Ejemplo práctico
Don XX, casado, con tres hijos menores de edad, uno de ellos subnormal, declara una base imponible sometida íntegramente a tarifa general correspondiente a la unidad familiar por el ejercicio 1981 de 3.800.000 pesetas, sobre cuyos rendimientos le practicaron unas retenciones de 548.000 pesetas por rendimiento de trabajo y 27.000 pesetas por remuneraciones del capital mobiliario.La parte fundamental de esos rendimientos son de trabajo personal del padre (2.400.000 pesetas) y uno de los hijos menores (1.000.000 pesetas).

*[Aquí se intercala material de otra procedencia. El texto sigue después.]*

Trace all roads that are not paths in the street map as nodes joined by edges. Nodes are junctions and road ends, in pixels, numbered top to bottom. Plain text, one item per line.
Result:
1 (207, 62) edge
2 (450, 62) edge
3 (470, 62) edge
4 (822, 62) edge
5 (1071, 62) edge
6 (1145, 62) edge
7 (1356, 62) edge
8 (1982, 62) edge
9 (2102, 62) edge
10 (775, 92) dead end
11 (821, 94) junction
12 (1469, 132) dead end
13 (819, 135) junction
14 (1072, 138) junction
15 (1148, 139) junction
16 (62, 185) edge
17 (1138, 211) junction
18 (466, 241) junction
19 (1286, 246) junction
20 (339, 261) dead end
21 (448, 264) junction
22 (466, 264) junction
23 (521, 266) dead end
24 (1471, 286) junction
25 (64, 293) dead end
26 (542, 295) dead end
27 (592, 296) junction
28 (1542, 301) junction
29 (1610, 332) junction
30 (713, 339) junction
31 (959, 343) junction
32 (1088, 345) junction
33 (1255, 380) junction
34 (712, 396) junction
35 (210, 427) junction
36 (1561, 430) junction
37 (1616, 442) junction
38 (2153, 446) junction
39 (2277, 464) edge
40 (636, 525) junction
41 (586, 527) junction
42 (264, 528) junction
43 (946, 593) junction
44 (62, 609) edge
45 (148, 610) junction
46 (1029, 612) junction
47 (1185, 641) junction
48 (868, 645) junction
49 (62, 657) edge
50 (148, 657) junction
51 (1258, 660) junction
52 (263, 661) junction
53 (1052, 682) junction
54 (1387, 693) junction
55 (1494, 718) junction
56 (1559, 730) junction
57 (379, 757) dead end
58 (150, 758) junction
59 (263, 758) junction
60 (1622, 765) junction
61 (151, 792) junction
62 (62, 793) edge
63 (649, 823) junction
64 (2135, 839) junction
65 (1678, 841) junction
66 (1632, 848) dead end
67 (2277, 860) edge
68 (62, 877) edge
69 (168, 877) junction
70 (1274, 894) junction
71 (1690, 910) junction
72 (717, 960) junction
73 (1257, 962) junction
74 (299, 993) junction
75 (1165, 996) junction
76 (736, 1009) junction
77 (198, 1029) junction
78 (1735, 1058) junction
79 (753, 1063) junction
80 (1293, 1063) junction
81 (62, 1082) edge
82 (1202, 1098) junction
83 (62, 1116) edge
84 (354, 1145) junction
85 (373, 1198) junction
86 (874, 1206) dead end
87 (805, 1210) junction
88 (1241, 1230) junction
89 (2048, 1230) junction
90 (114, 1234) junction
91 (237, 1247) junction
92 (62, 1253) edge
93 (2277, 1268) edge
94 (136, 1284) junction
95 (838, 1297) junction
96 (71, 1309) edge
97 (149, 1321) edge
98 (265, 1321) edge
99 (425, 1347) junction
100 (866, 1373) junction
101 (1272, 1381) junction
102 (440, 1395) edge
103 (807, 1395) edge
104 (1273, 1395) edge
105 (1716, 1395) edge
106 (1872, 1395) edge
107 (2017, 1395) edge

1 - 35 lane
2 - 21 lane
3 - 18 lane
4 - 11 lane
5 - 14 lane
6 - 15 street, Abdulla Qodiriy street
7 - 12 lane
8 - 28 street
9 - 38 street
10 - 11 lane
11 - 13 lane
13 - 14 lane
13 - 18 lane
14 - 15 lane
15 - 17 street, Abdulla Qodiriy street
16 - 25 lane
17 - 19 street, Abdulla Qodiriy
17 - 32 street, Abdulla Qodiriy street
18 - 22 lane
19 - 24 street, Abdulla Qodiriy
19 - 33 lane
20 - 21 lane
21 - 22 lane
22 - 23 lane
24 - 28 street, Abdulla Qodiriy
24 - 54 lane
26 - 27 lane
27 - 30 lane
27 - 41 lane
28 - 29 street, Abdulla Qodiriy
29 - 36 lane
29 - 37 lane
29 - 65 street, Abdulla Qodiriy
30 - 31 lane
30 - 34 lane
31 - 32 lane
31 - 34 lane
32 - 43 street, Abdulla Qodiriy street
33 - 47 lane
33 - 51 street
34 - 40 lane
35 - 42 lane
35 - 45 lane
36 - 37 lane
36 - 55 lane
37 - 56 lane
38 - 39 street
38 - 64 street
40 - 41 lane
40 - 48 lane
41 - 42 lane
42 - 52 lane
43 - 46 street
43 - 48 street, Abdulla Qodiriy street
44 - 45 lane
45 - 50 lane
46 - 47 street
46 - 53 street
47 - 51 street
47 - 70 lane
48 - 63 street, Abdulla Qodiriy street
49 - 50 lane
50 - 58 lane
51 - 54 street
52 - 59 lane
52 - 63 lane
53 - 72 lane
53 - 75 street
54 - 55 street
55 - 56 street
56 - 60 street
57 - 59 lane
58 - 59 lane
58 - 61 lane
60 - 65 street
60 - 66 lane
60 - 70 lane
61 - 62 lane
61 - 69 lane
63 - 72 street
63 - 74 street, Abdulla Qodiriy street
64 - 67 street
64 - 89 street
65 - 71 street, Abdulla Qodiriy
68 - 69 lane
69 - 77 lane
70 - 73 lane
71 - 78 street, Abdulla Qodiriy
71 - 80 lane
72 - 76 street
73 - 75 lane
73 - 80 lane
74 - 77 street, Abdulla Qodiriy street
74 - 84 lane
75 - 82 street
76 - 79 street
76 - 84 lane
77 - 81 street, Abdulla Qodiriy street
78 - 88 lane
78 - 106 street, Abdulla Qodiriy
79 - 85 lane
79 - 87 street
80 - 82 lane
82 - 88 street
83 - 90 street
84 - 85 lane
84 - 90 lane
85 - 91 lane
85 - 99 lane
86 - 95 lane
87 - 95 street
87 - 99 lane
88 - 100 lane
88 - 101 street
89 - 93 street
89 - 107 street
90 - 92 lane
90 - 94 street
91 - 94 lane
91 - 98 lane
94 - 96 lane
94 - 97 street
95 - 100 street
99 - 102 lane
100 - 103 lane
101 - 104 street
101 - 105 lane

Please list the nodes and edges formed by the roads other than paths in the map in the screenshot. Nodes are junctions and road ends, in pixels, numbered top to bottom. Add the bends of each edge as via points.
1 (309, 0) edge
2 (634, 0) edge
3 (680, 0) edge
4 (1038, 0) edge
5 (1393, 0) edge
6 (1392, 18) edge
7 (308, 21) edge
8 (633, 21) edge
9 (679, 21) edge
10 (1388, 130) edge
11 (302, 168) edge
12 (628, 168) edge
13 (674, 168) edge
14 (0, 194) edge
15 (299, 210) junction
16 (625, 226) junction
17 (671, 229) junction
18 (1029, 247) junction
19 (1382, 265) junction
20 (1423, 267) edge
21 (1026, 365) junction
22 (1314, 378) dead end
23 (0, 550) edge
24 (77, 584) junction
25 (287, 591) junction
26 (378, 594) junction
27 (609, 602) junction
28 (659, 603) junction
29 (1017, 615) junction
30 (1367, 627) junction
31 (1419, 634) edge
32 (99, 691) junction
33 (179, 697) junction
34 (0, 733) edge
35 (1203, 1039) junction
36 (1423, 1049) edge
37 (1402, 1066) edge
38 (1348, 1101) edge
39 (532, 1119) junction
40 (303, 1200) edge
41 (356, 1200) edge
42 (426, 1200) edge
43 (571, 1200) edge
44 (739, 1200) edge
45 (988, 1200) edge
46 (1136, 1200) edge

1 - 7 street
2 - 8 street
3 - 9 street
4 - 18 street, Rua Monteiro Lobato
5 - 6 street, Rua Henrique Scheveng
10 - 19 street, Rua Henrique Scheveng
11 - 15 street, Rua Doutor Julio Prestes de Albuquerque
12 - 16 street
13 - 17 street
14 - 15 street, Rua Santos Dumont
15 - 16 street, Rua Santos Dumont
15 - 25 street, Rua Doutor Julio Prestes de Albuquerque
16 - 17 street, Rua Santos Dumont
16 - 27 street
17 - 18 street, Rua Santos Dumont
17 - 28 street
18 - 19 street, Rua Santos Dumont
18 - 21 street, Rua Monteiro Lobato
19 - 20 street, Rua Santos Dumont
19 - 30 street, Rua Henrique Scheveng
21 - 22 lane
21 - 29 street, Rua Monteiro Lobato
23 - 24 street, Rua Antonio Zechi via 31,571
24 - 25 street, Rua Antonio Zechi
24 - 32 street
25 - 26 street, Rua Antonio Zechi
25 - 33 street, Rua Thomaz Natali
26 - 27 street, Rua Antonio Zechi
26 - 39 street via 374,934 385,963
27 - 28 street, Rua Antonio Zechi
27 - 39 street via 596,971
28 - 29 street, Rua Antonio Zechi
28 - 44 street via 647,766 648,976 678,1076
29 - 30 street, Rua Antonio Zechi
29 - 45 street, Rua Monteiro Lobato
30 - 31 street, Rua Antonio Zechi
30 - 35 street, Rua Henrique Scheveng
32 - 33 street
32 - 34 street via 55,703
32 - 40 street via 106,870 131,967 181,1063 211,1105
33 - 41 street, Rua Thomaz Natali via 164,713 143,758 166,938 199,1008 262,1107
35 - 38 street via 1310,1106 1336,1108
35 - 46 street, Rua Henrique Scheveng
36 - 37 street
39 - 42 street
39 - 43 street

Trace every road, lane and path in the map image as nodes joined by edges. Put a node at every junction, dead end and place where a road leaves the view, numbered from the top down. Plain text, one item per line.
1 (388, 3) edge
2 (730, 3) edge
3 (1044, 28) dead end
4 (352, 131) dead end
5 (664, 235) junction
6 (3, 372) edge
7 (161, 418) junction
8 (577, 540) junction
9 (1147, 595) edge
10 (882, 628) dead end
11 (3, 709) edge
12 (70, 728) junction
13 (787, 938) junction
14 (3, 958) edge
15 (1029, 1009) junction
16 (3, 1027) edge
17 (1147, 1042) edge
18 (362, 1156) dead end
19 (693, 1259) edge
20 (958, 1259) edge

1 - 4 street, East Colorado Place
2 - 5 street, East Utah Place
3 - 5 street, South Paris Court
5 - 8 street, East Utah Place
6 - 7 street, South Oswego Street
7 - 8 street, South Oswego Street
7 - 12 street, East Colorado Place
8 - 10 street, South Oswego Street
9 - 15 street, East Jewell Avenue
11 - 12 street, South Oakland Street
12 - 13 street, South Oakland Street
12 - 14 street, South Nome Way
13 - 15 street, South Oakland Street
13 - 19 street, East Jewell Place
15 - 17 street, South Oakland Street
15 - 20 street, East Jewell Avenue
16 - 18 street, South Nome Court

La esposa es gran inválida.
La familia tiene contratada una póliza de seguro de vida, cuya prima anual asciende a 45.000 pesetas. Para arreglar la dentadura de uno de los hijos se pagó al odontólogo la cantidad de 120.000 pesetas en 1981. En dicho año, también se pagaron 80.000 pesetas a un abogado que defendió al padre con motivo de un accidente de automóvil.
Por gastos de primera comunión de uno de los hijos pueden justificarse 70.000 pesetas. En 1981 se trasladaron al extranjero, donde residen los padres del cónyuge, pagando en concepto de viajes y estancias 280.000 pesetas.